Driving on Empty: How Changing a Tire Can Lower Blood Sugar

During a recent trip to visit my sister and brother-in-law I hit a piece of metal on the interstate and my front left tire was ruined. Changing the tire wasn’t a difficult process, but it used energy that was not accounted for in my calculations of exercise, insulin and food intake.

After arriving at my sister’s I took 20 units of regular insulin, my normal lunch dose, and ate lunch with my sister and her husband. An hour after lunch I checked my blood glucose level. It was a little high, 192, but I had just eaten so I expected a fairly high number.

I decided to get a new tire at the local discount store. It took about an hour to get the new tire and I was feeling fine. There was no warning of any kind that I might be operating on the lower edge of an adequate blood glucose level.

Soon I was looking for the shortest way from the parking lot to my sister’s house. I was still unaware of any problem, but I felt somewhat intimidated by the traffic and was focusing all my attention toward staying in my lane and stopping when the lights turned red. I lost track of where I was and found myself trying very hard to watch the traffic and take a glance at the passing buildings to get a clue of where I was. All my attention was focused on surviving in the heavy traffic. I was not aware that something was amiss other than the fact that I was having a terrible time driving. It felt like the part of my brain that could solve problems was not operating and all I could do was try to keep up.

At this point I had candy in my pocket, three boxes of juice within easy reach and two full sugar Coca-Colas behind the seat. There was no lack of a solution. But at this point I wasn’t even able to understand that I had a low blood glucose level. My entire world was now driving that truck and not hitting anyone or getting hit.

My next memory was of someone talking to me. I was restrained on a board or something, and a male voice was saying, “Mr. Blakely, Mr. Blakely, can you hear me?”

I opened my eyes and seemed to be in a small space with this person looking down and speaking to me. “Mr. Blakely, how do you feel? Are you hurt? Are you comfortable?”

I began to realize what had happened and a feeling of remorse and shame swept over me. I closed my eyes and shook (actually, tried to shake) my head.

“Mr. Blakely, you’ve been in a small accident and we are taking you to the hospital. Do you understand?” He moved the oxygen mask to allow me to answer.
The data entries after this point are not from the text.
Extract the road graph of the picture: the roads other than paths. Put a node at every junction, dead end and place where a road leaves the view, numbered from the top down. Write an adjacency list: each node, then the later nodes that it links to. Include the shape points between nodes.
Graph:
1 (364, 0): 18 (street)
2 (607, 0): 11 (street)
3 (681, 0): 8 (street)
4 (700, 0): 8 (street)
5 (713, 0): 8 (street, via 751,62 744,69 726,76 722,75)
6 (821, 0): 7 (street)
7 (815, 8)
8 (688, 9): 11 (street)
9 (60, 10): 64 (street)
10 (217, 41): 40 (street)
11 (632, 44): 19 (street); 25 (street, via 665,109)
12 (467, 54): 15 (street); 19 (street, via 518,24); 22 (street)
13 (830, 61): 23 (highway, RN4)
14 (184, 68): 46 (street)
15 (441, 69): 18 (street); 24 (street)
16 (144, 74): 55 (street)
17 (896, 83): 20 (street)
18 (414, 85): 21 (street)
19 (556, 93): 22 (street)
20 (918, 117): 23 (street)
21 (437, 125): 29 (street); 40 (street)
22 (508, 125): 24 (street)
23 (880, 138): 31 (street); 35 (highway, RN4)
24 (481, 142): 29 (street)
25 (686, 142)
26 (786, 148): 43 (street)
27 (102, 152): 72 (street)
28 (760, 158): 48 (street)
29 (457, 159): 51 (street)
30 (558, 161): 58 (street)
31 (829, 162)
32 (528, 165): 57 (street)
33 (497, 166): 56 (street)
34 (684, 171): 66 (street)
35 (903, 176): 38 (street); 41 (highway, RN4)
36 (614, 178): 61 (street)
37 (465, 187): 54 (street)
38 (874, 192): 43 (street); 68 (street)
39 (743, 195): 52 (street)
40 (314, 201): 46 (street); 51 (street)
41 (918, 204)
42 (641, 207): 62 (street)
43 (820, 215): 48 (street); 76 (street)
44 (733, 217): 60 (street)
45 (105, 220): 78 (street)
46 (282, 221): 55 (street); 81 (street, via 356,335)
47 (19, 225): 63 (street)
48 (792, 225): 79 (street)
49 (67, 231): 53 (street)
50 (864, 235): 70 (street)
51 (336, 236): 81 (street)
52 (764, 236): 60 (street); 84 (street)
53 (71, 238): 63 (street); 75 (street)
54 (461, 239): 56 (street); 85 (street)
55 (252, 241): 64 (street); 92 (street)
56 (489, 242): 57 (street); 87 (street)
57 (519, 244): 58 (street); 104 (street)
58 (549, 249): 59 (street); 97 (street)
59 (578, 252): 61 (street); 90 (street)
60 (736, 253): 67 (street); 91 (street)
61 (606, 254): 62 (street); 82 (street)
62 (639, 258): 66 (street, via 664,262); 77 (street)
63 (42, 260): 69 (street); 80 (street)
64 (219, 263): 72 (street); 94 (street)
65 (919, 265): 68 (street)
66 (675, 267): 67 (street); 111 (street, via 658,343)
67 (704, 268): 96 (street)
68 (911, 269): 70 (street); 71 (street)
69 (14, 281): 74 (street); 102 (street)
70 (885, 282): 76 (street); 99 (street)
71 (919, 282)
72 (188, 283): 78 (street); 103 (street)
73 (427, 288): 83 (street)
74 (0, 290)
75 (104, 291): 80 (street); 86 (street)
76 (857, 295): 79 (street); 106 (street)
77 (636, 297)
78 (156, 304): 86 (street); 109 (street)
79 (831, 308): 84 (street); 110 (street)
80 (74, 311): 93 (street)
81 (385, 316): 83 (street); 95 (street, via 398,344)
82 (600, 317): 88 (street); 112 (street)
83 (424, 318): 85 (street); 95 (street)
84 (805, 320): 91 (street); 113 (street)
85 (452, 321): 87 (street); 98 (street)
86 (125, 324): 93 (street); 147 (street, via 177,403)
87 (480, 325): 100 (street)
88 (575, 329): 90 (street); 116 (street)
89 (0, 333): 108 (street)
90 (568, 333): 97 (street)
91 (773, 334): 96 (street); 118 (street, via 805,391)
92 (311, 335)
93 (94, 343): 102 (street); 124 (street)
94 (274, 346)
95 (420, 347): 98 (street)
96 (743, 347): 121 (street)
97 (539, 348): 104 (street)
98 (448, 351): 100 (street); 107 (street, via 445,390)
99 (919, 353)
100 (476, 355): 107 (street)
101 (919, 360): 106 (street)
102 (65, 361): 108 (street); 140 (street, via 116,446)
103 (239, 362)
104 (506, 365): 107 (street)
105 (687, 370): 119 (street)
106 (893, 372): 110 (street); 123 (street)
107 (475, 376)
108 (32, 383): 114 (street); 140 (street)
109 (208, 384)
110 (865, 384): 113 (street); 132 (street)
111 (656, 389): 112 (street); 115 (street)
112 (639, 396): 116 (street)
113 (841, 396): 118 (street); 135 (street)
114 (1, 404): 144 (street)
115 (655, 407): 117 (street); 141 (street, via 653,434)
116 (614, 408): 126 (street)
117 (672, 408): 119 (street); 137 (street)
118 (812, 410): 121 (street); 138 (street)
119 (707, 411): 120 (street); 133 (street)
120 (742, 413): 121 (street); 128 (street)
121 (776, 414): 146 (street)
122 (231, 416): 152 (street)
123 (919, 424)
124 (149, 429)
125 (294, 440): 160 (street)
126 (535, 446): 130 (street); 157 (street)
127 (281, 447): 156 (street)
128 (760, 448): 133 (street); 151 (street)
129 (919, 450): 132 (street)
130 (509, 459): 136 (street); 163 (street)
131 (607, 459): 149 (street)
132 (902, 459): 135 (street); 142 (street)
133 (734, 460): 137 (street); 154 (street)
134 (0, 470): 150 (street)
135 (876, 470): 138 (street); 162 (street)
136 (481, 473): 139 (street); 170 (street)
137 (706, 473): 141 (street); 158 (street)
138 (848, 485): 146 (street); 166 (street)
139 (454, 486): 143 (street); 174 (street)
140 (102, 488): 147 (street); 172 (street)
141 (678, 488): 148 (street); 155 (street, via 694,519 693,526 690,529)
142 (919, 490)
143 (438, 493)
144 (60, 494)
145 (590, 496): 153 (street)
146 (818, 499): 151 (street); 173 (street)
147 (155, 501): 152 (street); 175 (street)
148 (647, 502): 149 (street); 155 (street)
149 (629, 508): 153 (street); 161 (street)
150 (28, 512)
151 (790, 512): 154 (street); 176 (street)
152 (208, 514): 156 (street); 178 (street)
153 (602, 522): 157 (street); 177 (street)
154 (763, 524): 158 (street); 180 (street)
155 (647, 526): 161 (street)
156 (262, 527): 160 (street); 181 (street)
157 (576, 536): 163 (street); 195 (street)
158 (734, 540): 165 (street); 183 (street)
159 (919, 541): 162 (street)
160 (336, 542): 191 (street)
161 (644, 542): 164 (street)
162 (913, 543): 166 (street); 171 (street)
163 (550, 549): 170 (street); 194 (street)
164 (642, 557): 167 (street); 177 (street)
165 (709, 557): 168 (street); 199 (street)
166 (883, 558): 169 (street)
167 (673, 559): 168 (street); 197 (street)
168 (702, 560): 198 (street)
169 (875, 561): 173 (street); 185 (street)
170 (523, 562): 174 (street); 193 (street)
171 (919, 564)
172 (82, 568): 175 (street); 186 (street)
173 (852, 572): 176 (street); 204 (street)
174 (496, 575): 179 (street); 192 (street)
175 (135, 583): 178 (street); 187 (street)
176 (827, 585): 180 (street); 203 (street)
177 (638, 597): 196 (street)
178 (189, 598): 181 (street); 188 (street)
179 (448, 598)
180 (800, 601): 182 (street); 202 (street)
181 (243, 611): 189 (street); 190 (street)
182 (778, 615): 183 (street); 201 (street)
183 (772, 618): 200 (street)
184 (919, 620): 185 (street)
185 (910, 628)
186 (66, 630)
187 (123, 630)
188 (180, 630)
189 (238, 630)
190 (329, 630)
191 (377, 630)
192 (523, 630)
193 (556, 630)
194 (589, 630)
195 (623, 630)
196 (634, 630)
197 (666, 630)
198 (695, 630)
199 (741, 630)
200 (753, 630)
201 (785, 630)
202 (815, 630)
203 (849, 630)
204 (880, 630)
“Did I hit someone?” I asked.

“I don’t think so. Whatever happened didn’t cause any damage that I saw,” he replied.

The ambulance was hurrying toward the hospital with the siren whooping. Soon the ambulance stopped and the back doors opened. People were rushing about, telling one another what needed to be done. A woman appeared by my right side and started by saying, “Mr. Blakely, Mr. Blakely, how are you?”

“I’m fine, nothing hurts,” I replied.

My mind had cleared pretty well by now and I was still struggling with a lot of shame at allowing myself to get into this mess. How had I missed the symptoms? What had happened that distracted me? My blood glucose had been fine when I left my sister’s house. How could this have happened?

The questions from the nurse beside me continued, “Do you take any medications besides insulin? What are they? Can you name them? Do you have any other problems beside diabetes? How do you feel? What is today? What is your name?” They sure wanted to know an awful lot!

After I was wheeled into the emergency room someone came over to check the glucose the hospital was giving me intravenously. They said my blood glucose level was 140. Hah! It may have been 140 on the way up to 400, I thought. Actually my blood glucose dipped into the 40s within the next hour. The emergency room doctor brought me a couple of juices and some graham crackers and things began to look better.

By 6:30 p.m. they said I could get dressed. A thoughtful nurse brought me a paper scrub shirt. Mine was soaking wet with perspiration. Of course they insisted that I ride to the car in a wheelchair. My sister had come about an hour earlier. A policeman checked my paperwork, we found my wallet and they gave me all the hospital paperwork saying, “Eat more snacks and check your blood glucose level more often.”

What a day! I have been insulin dependent for 17 years and have never had to be taken to the emergency room before. I have had low blood glucose incidents and, I fear, I’ll have a few more. Driving back from Atlanta I checked before I left and I checked after two hours of driving. Perhaps I can avoid further incidents by working harder at watching the numbers.

One more thing: I was wearing a medical emergency information bracelet. I was told by the policeman and the ambulance crew that the bracelet gave them something to go on. It was worth its weight in gold! If you don’t have one, get one! I dragged my feet for a long time. Luckily, I had it on.

I share this with the rest of you for a reason. Hopefully someone will learn something from it. Because I am a responsible citizen, I want to be in control of myself and my vehicle. And because of this incident, I will be even more vigilant about avoiding hypos in the future.